§ **EXERCISE AIM**
Would you retype the entries from the first line to the line bearing "middle dip: (175, 81)", both included, leaving out every picture?

Records from a data source:
· · · ·

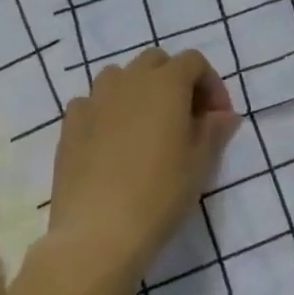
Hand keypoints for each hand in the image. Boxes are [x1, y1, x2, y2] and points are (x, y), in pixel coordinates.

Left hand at [48, 48, 241, 286]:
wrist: (98, 233)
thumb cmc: (160, 193)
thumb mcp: (200, 163)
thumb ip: (215, 130)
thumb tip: (223, 115)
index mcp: (166, 83)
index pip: (194, 62)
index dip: (211, 84)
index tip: (218, 119)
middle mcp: (128, 80)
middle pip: (156, 62)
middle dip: (175, 81)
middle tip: (186, 119)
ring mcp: (94, 100)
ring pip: (120, 77)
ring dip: (139, 91)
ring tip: (147, 128)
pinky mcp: (70, 125)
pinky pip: (92, 103)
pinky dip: (107, 111)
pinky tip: (113, 143)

· · · ·

§ **SOLUTION TO THIS PROBLEM**
Hand keypoints for each hand in the image. Boxes are [x1, y1, x2, y2] and points are (x, y), in pixel coordinates.

Left hand at [48, 48, 241, 286]:
wrist: (98, 233)
thumb cmc: (160, 193)
thumb mcp: (200, 163)
thumb ip: (215, 130)
thumb tip: (223, 115)
index mcp: (166, 83)
index pip: (194, 62)
index dip: (211, 84)
index tip: (218, 119)
middle mcp: (128, 80)
middle pip: (156, 62)
middle dip: (175, 81)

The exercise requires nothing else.